The discussion revolves around proving a limit property for even functions, specifically that for a function f: R->R, the limit as x approaches 0 of f(x) equals L if and only if the limit as x approaches 0 from the positive side of f(x) equals L.
Participants are actively engaging with the definitions of limits and attempting to clarify the connections between the limits from the positive and negative sides. Some have expressed confusion regarding the organization of their arguments and the application of definitions.
There is a focus on the definitions of limits as they relate to the even function property, with participants questioning how to effectively utilize these definitions in their proof. The variable 'a' is noted to be 0 in the context of the limits being discussed.
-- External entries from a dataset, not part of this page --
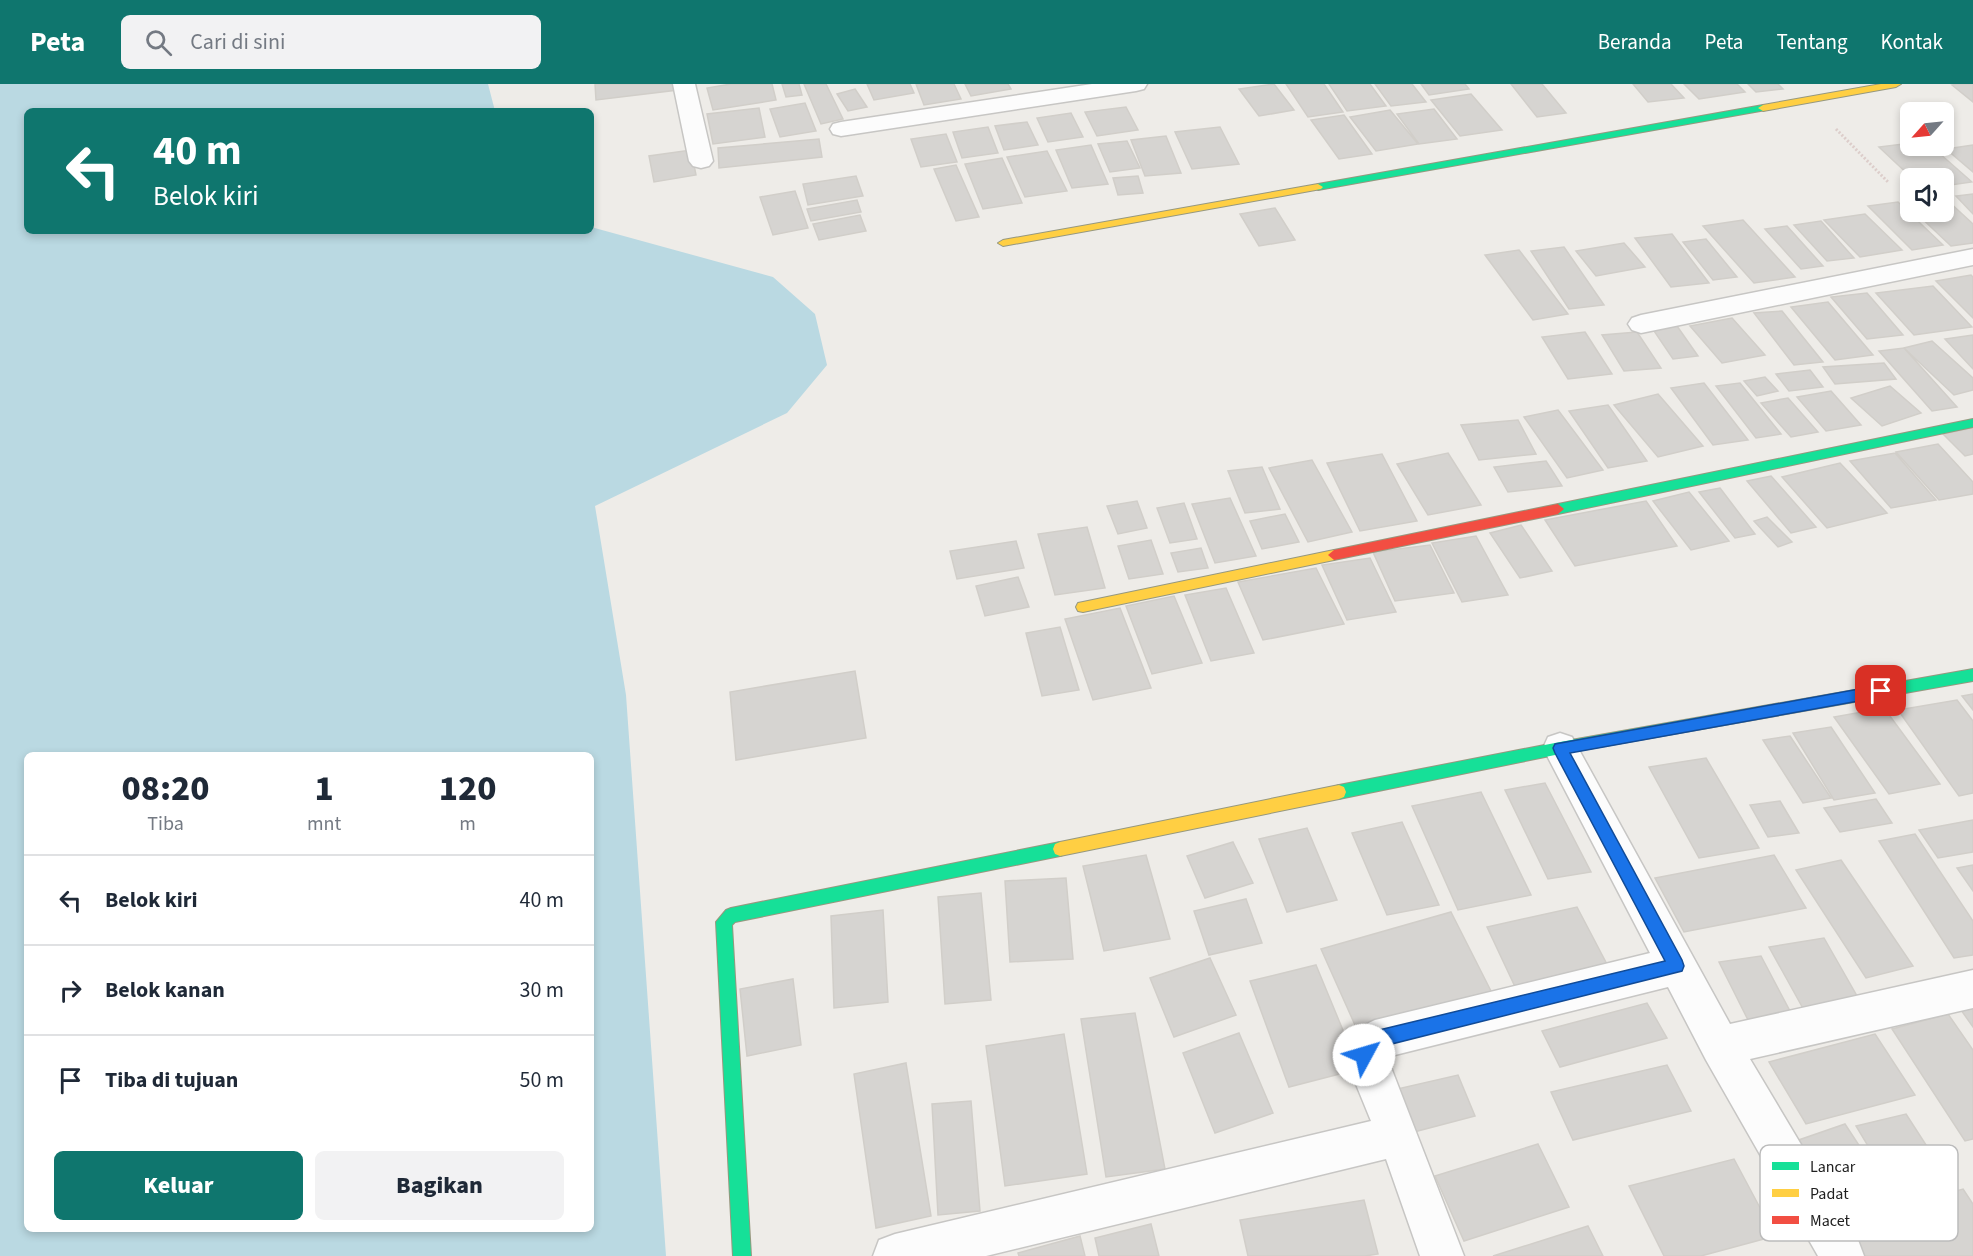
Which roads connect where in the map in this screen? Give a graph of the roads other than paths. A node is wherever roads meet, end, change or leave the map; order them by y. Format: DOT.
graph roads {
  1 [pos="684,84"];
  2 [pos="1136,84"];
  3 [pos="1896,84"];
  4 [pos="841,129"];
  5 [pos="701,160"];
  6 [pos="1003,243"];
  7 [pos="1973,257"];
  8 [pos="1641,324"];
  9 [pos="1973,423"];
  10 [pos="1083,607"];
  11 [pos="1973,675"];
  12 [pos="1560,748"];
  13 [pos="1676,966"];
  14 [pos="1973,989"];
  15 [pos="1720,1046"];
  16 [pos="1398,1135"];
  17 [pos="1778,1145"];
  18 [pos="1833,1241"];
  19 [pos="742,1256"];
  20 [pos="895,1256"];
  21 [pos="1442,1256"];
  22 [pos="1842,1256"];
  1 -- 5 [label="street"];
  2 -- 4 [label="street"];
  3 -- 6 [label="street"];
  7 -- 8 [label="street"];
  9 -- 10 [label="street"];
  11 -- 12 [label="street"];
  12 -- 13 [label="street"];
  12 -- 19 [label="street"];
  13 -- 15 [label="street"];
  13 -- 16 [label="street"];
  14 -- 15 [label="street"];
  15 -- 17 [label="street"];
  16 -- 20 [label="street"];
  16 -- 21 [label="street"];
  18 -- 22 [label="street"];
}
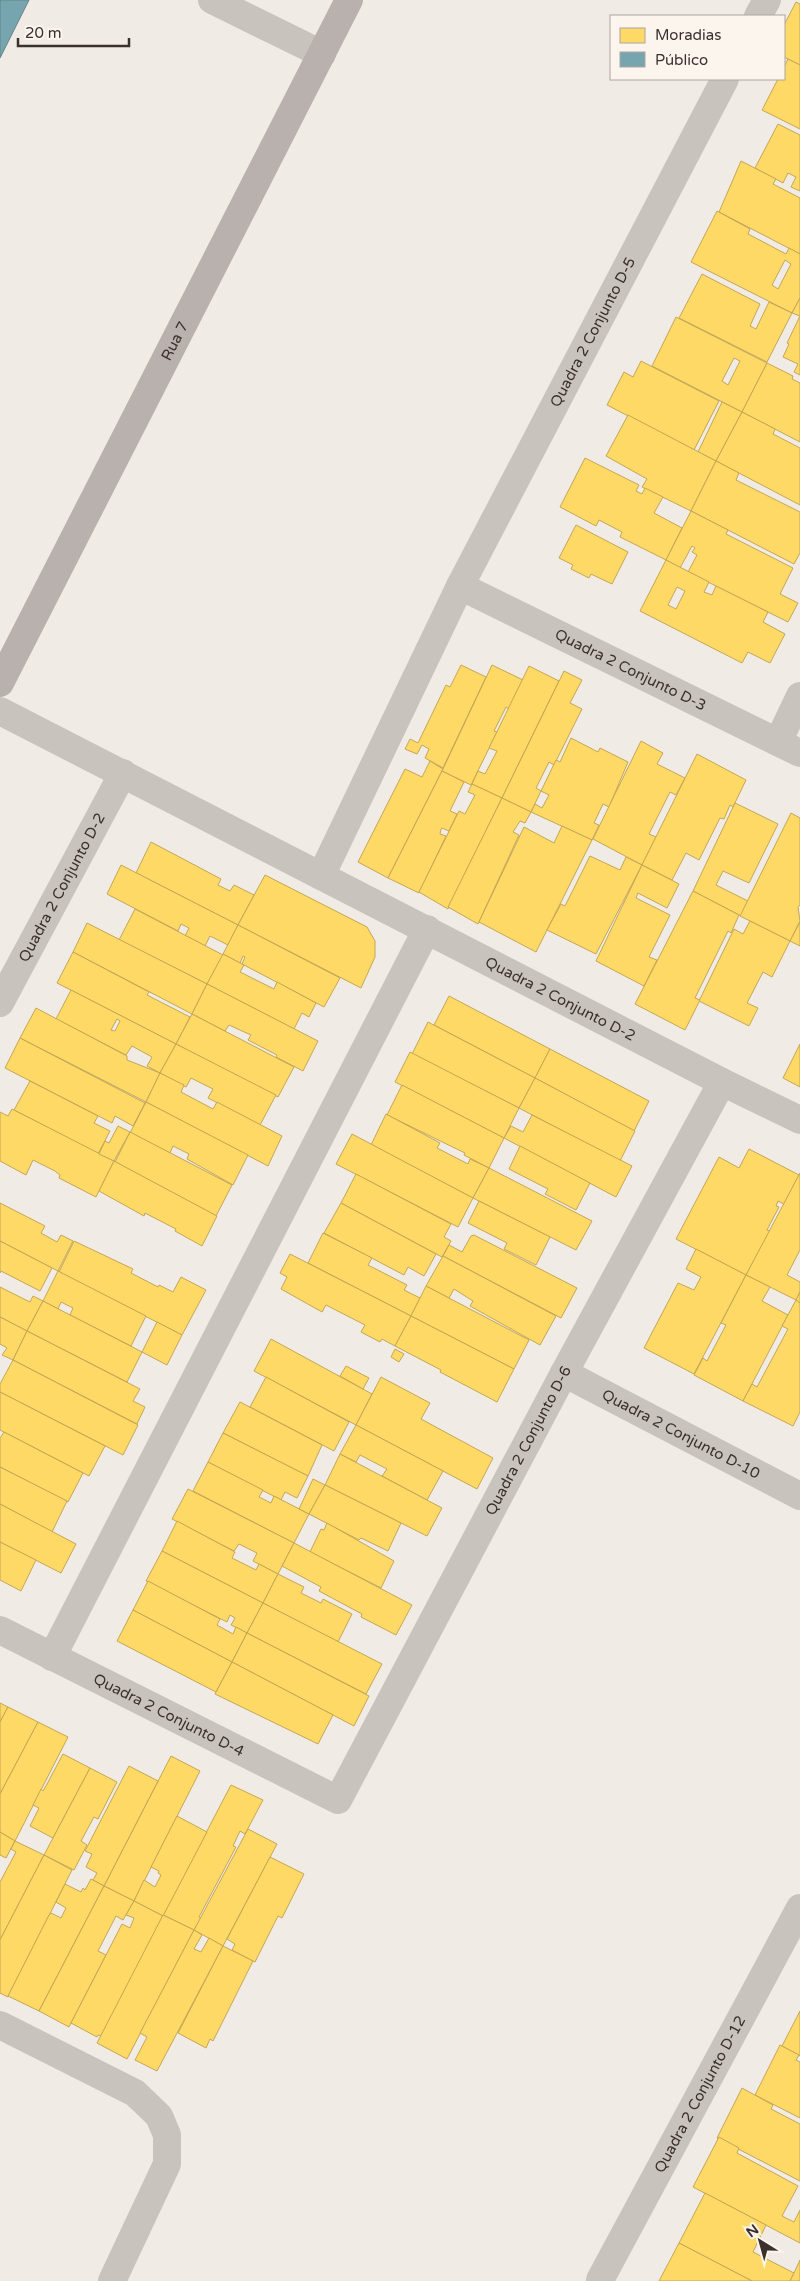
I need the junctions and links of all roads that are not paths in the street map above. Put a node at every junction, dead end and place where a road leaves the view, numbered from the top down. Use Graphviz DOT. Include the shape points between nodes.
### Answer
graph roads {
  1 [pos="212,0"];
  2 [pos="349,0"];
  3 [pos="767,0"];
  4 [pos="759,15"];
  5 [pos="322,54"];
  6 [pos="725,80"];
  7 [pos="460,586"];
  8 [pos="0,683"];
  9 [pos="800,696"];
  10 [pos="0,711"];
  11 [pos="789,748"];
  12 [pos="123,773"];
  13 [pos="321,876"];
  14 [pos="427,929"];
  15 [pos="0,1003"];
  16 [pos="722,1082"];
  17 [pos="800,1120"];
  18 [pos="564,1373"];
  19 [pos="800,1496"];
  20 [pos="0,1630"];
  21 [pos="52,1657"];
  22 [pos="338,1800"];
  23 [pos="800,1908"];
  24 [pos="0,2025"];
  25 [pos="600,2280"];
  26 [pos="112,2281"];
  1 -- 5 [label="street"];
  2 -- 5 [label="main road, Rua 7"];
  3 -- 4 [label="street"];
  5 -- 8 [label="main road, Rua 7"];
  6 -- 7 [label="street, Quadra 2 Conjunto D-5"];
  7 -- 11 [label="street, Quadra 2 Conjunto D-3"];
  7 -- 13 [label="street, Quadra 2 Conjunto D-5"];
  9 -- 11 [label="street"];
  10 -- 12 [label="street, Quadra 2 Conjunto D-2"];
  12 -- 13 [label="street, Quadra 2 Conjunto D-2"];
  12 -- 15 [label="street, Quadra 2 Conjunto D-2"];
  13 -- 14 [label="street, Quadra 2 Conjunto D-2"];
  14 -- 16 [label="street, Quadra 2 Conjunto D-2"];
  14 -- 21 [label="street"];
  16 -- 17 [label="street, Quadra 2 Conjunto D-2"];
  16 -- 18 [label="street, Quadra 2 Conjunto D-6"];
  18 -- 19 [label="street, Quadra 2 Conjunto D-10"];
  18 -- 22 [label="street, Quadra 2 Conjunto D-6"];
  20 -- 21 [label="street, Quadra 2 Conjunto D-4"];
  21 -- 22 [label="street, Quadra 2 Conjunto D-4"];
  23 -- 25 [label="street, Quadra 2 Conjunto D-12"];
  24 -- 26 [label="street" via="135,2093 159,2116 167,2135 167,2164"];
}
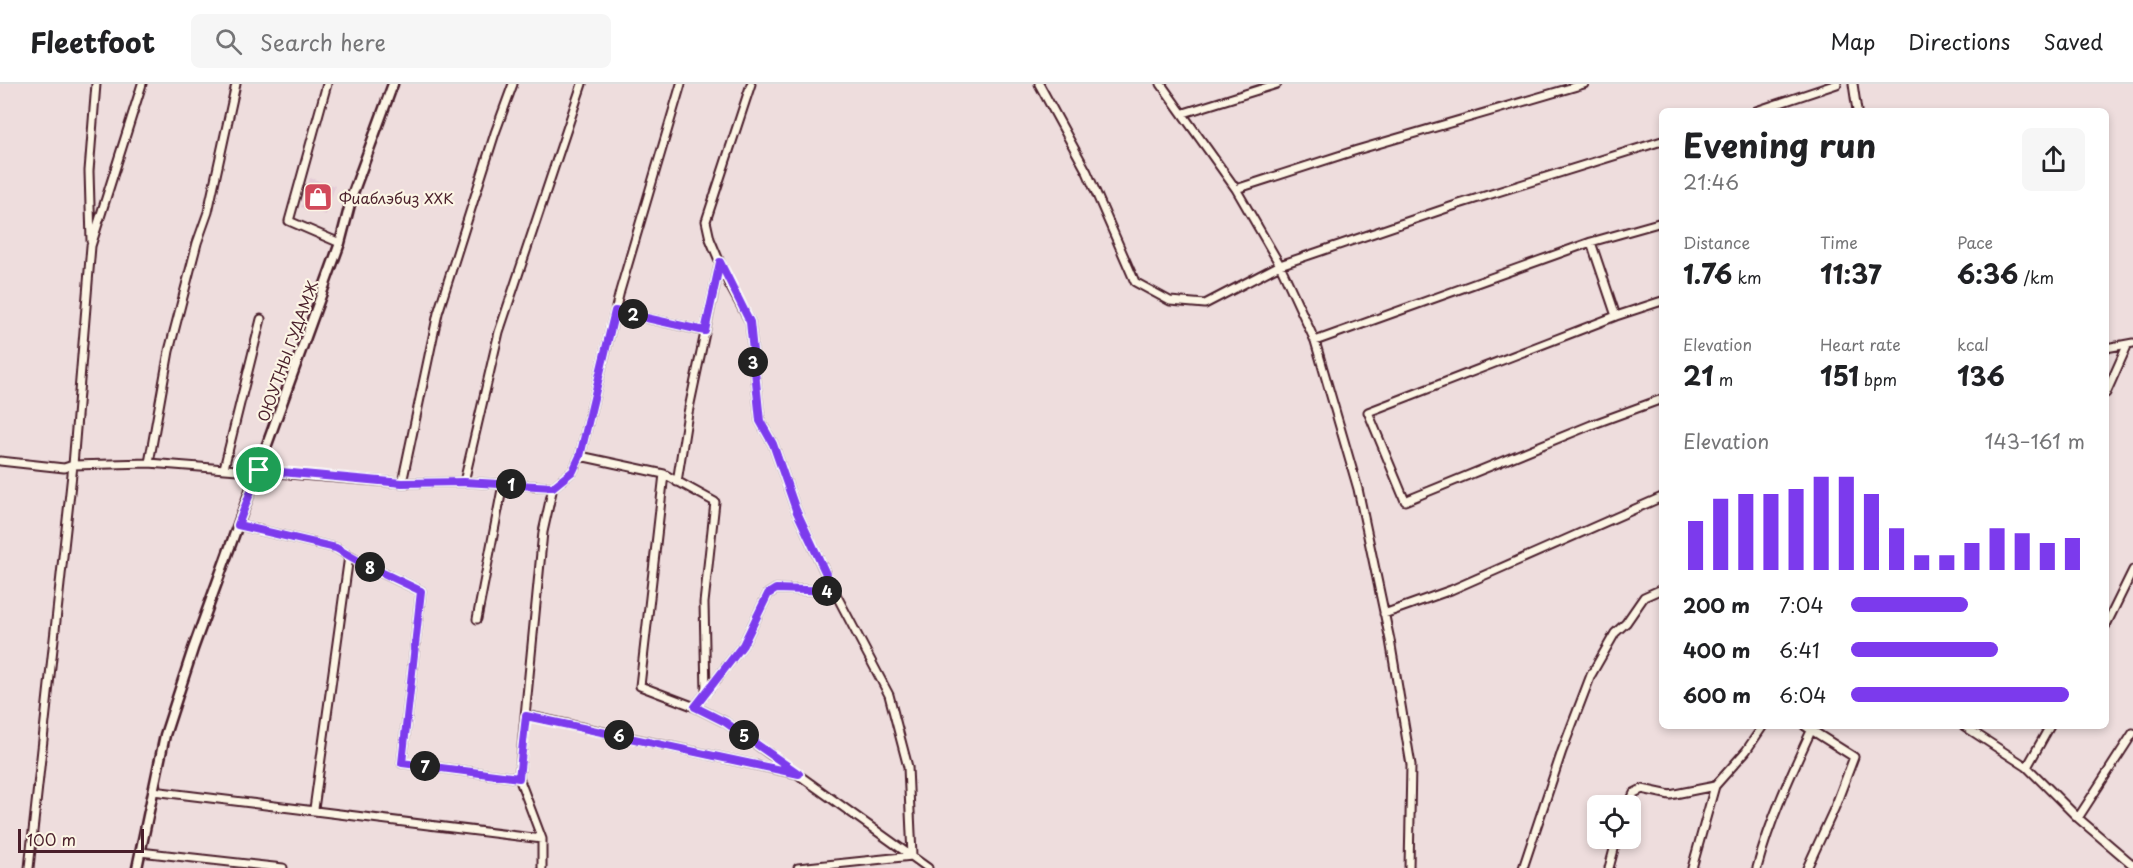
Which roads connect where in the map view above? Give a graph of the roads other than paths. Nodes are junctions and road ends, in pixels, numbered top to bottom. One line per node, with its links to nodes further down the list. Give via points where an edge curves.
1 (96, 84): 24 (street, via 89,171)
2 (142, 84): 24 (street)
3 (236, 84): 39 (street, via 208,212 169,351)
4 (327, 84): 23 (street, via 289,221)
5 (393, 84): 23 (street, ОЮУТНЫ ГУДАМЖ, via 353,193)
6 (513, 84): 46 (street, via 438,313)
7 (582, 84): 44 (street, via 499,332)
8 (681, 84): 28 (street)
9 (751, 84): 25 (street, via 706,221)
10 (1039, 84): 26 (street, via 1087,172 1135,282 1170,301 1205,304)
11 (1161, 84): 18 (street)
12 (1277, 84): 18 (street)
13 (1584, 84): 20 (street)
14 (1837, 84): 16 (street)
15 (1853, 84): 17 (street)
16 (1765, 108)
17 (1857, 108)
18 (1184, 113): 20 (street)
19 (1659, 142): 26 (street)
20 (1236, 189): 26 (street)
21 (1659, 223): 22 (street)
22 (1591, 242): 29 (street); 32 (street)
23 (340, 243): 42 (street, ОЮУТНЫ ГУДАМЖ)
24 (91, 246): 40 (street)
25 (720, 262): 31 (street); 54 (street, via 750,322 760,421)
26 (1280, 265): 32 (street)
27 (1659, 302): 29 (street)
28 (615, 311): 31 (street); 37 (street)
29 (1616, 316): 36 (street, via 1368,412 1405,501)
30 (261, 319): 41 (street)
31 (705, 331): 45 (street)
32 (1314, 341): 55 (street, via 1358,489)
33 (2130, 344): 34 (street); 35 (street)
34 (2109, 348)
35 (2109, 387)
36 (1659, 400)
37 (580, 456): 43 (street); 48 (street, via 573,471)
38 (0, 461): 40 (street, via 64,468)
39 (149, 463): 40 (street); 41 (street)
40 (73, 465): 80 (street)
41 (224, 468): 42 (street)
42 (259, 470): 46 (street); 50 (street, ОЮУТНЫ ГУДАМЖ)
43 (664, 474): 45 (street); 59 (street, via 640,686)
44 (464, 482): 46 (street); 47 (street)
45 (677, 482): 58 (street, via 715,502 704,603)
46 (402, 483)
47 (503, 484): 48 (street); 56 (street)
48 (553, 487): 60 (street, via 543,532)
49 (1659, 498): 55 (street, via 1451,590)
50 (238, 525): 51 (street, via 336,548); 71 (street, ОЮУТНЫ ГУДАМЖ, via 172,713)
51 (349, 556): 69 (street, via 421,591 402,763); 73 (street)
52 (2133, 570): 57 (street)
53 (1659, 590): 87 (street, via 1644,597 1615,633 1591,675)
54 (834, 591): 58 (street, via 776,589 768,594 743,645); 78 (street, via 889,695 908,767)
55 (1384, 614): 86 (street, via 1411,765)
56 (477, 619)
57 (2109, 620)
58 (706, 692): 59 (street)
59 (695, 707): 68 (street, via 725,722)
60 (526, 716): 68 (street); 69 (street)
61 (1761, 729): 70 (street)
62 (1808, 729): 90 (street, via 1764,839)
63 (1810, 729): 91 (street, via 1854,757)
64 (1969, 729): 67 (street)
65 (2048, 729): 67 (street)
66 (2133, 733): 74 (street)
67 (2027, 766): 74 (street)
68 (799, 774): 78 (street)
69 (519, 778): 75 (street)
70 (1715, 786): 72 (street, via 1670,795 1642,789); 89 (street)
71 (153, 791): 73 (street); 77 (street, ОЮУТНЫ ГУДАМЖ)
72 (1633, 795)
73 (314, 810): 75 (street)
74 (2078, 818): 79 (street)
75 (542, 839): 83 (street)
76 (1614, 849): 88 (street)
77 (140, 852): 81 (street, ОЮУТНЫ ГУДАМЖ); 82 (street)
78 (912, 856): 84 (street); 85 (street)
79 (2133, 865)
80 (28, 868)
81 (136, 868)
82 (283, 868)
83 (542, 868)
84 (798, 868)
85 (928, 868)
86 (1409, 868)
87 (1523, 868)
88 (1609, 868)
89 (1692, 868)
90 (1757, 868)
91 (1807, 868)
MathSquareRoo said:Homework Statement
Prove that if f: R->R is an even function, then lim x->0 f(x)=L if and only if lim x->0+ f(x)=L.
Homework Equations
The Attempt at a Solution
So far I have:
If f is an even function f(x)=f(-x) for x in domain of f.
Then I am trying to apply the limit definitions, but am unsure of how to write the proof from here.
MathSquareRoo said:So lim x->0+ f(x)=L implies there exists a real number L s.t. epsilon>0 there exists delta>0 s.t. lf(x)-Ll<epsilon provided 0<x-a<delta.
Then lim x->0+ f(-x)=L implies that there exists a real number L s.t. epsilon>0 there exists delta>0 s.t. lf(-x)-Ll<epsilon provided 0<x-a<delta.
I have the definitions, but I don't understand the last part of your comment, can you clarify?